Request for variance to keep chickens and ducks in Nelson city limits denied, again
Another request to keep chickens within Nelson city limits has flown the coop at City Hall.
City council voted against a request from a Rosemont resident seeking an exemption from the Animal Regulation and Control Bylaw, which prohibits the keeping of animals or poultry, except for a dog or cat from being kept within the city.
The decision means Stephanie Gibson must re-home the four hens and two ducks she had kept at her property within 30 days.
The city’s Bylaw department had received a complaint from a neighbour with regard to the presence of the hens and ducks at Gibson’s property last month. Gibson had contacted the city and requested a bylaw exemption, allowing her to continue keeping the birds within the city at that point.
But city council again did not uphold the request for an exemption, concurring with a city staff recommendation from city deputy corporate officer Gabriel Bouvet-Boisclair that the housing of hens and ducks could serve as an attractant to animal life.
“This can lead to human-bear conflict, which typically results in the destruction of bears,” he wrote. “Additionally, as mentioned by WildsafeBC, rats are beginning to be a problem in the Rosemont area and animal feed is a contributor to this.”
He also felt an exemption would create additional requests from other residents and a precedent making it difficult to formulate any rational basis to deny future requests.
“Out of fairness for residents, bylaws should be applied consistently and fairly; bylaws should only be relaxed where some unique circumstances warrant it,” Bouvet-Boisclair wrote.
“Accordingly, rather than grant one-off exemptions where there is no unique or compelling reason to do so, council should generally seek to enforce its bylaws.”

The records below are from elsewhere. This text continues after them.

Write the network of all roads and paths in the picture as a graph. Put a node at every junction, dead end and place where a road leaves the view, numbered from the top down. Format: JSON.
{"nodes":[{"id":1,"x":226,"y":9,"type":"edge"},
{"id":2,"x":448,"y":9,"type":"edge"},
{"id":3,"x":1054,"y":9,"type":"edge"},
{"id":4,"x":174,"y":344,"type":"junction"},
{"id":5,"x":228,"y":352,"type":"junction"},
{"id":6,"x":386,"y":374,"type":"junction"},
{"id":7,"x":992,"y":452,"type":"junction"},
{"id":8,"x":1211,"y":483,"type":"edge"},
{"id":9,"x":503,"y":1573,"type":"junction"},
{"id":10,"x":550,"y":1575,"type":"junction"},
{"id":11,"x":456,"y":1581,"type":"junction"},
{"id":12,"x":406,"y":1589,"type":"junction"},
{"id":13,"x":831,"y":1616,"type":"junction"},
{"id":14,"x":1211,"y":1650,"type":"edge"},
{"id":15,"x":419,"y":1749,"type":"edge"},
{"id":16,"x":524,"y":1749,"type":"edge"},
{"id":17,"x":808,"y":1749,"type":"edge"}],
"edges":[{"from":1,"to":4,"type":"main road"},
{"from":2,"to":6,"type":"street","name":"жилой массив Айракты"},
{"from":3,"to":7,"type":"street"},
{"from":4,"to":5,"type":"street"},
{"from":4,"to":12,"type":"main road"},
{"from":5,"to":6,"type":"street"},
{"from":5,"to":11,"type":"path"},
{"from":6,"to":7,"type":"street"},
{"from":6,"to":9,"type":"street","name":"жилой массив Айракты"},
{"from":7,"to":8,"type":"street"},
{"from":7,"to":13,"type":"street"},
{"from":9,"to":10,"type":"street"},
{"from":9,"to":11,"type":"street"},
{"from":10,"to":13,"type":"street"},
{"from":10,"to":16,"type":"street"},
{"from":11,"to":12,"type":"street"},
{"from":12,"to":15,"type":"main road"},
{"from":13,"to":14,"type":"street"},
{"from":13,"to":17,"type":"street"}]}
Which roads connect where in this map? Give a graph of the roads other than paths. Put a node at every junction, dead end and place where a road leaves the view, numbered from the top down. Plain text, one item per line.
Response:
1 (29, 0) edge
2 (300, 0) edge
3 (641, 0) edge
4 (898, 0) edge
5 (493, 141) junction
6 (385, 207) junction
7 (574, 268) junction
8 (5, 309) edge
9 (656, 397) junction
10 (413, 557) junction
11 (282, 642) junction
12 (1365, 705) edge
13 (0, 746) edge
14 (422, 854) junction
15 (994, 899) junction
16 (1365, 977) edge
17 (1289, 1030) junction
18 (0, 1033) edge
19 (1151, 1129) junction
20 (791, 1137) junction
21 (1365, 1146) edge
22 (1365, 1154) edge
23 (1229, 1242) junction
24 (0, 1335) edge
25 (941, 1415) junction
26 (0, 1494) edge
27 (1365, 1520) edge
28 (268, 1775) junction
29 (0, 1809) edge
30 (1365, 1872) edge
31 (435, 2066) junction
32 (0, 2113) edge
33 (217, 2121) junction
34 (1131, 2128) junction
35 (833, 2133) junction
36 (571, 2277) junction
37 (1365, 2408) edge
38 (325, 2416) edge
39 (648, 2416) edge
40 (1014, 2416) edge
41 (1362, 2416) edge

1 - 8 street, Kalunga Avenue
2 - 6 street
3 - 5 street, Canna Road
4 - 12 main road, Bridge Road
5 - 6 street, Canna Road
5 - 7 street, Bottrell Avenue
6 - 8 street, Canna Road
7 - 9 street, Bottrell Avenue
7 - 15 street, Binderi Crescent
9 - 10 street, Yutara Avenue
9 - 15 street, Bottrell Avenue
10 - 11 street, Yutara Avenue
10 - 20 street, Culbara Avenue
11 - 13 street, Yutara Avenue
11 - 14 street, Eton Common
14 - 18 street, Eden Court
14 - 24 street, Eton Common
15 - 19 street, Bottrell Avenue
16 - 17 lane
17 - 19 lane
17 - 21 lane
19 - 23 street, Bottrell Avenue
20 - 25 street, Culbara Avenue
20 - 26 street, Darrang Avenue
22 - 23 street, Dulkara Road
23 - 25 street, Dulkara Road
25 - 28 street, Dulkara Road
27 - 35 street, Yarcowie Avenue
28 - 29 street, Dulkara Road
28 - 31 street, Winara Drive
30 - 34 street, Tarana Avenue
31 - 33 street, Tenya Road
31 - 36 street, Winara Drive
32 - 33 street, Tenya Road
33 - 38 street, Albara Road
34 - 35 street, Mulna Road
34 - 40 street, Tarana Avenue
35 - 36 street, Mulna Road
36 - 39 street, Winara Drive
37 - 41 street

WildSafeBC recommended that, if urban livestock were allowed, it would require electric fencing. Nelson currently has a bylaw prohibiting electric fencing.
“As for this specific situation, Rosemont is an area of high wildlife traffic including grizzlies, black bear, cougar and coyote,” noted a position paper on the matter from WildSafeBC.
“The Wassen and Munro areas are very active for human wildlife conflict with black bear as there are many attractants and human based food sources in the area.”
The city’s own bylaw officers agreed with WildSafeBC.
“The city’s Bylaw Enforcement department is strongly opposed to granting the request for exemption based largely on the fact that poultry within city limits increases the chances of bear-human conflicts,” the paper noted.
In a letter to council Gibson wrote that the birds had become like family and had helped her in her struggle with post-partum depression.
“Our two-year-old daughter has gained valuable life lessons, knowledge and enjoyment from having pet hens and ducks, collecting the eggs has become part of her daily routine,” she wrote.
“She spends most of her time outside feeding them, turning over stones to find them bugs and having them sit on her lap.
“I have also found great peace in keeping them. I was diagnosed with severe post-partum anxiety and depression last winter and my birds bring me a sense of daily accomplishment and relaxation.”
In wake of council’s decision Gibson took her case online and has established a www.change.orgpetition to try and bring back the request for a variance and establish a “test run” for the safe keeping of ducks and chickens in Nelson.
Eight years ago Conservation Officer Service conducted a bear attractant assessment within the City of Nelson and found a high number of bear attractants accessible (77 per cent compliance).
Over the last seven years the Conservation Officer Service, Nelson City Police and RCMP have responded to 867 human/bear conflicts in the Nelson area and out of those 42 black bears and two grizzly bears were destroyed due to public safety concerns.
During the past two years alone in the West Kootenay, conservation officers have responded to 96 human/bear conflicts where chickens and chicken feed were the attractant.
Out of these occurrences, 19 black bears and 4 grizzly bears were destroyed and two grizzly bear cubs were orphaned and subsequently sent to a rehabilitation facility.
“To further complicate these incidents, several of the black bears and all of the grizzly bears were killed by the chicken owners themselves to protect their investments. These incidents caused further investigation by the Conservation Officer Service to ensure the bears destruction were justifiable and necessary,” wrote conservation officer Jason Hawkes at the Nelson office.
“The majority of these conflicts could have been avoided if proper animal husbandry practices were taken including predator-exclusion electric fencing and secure feed storage designed to deter bear accessibility.
“This may seem like a reasonable solution but time and time again attractants are found unsecured, conflicts occur and bears are destroyed.”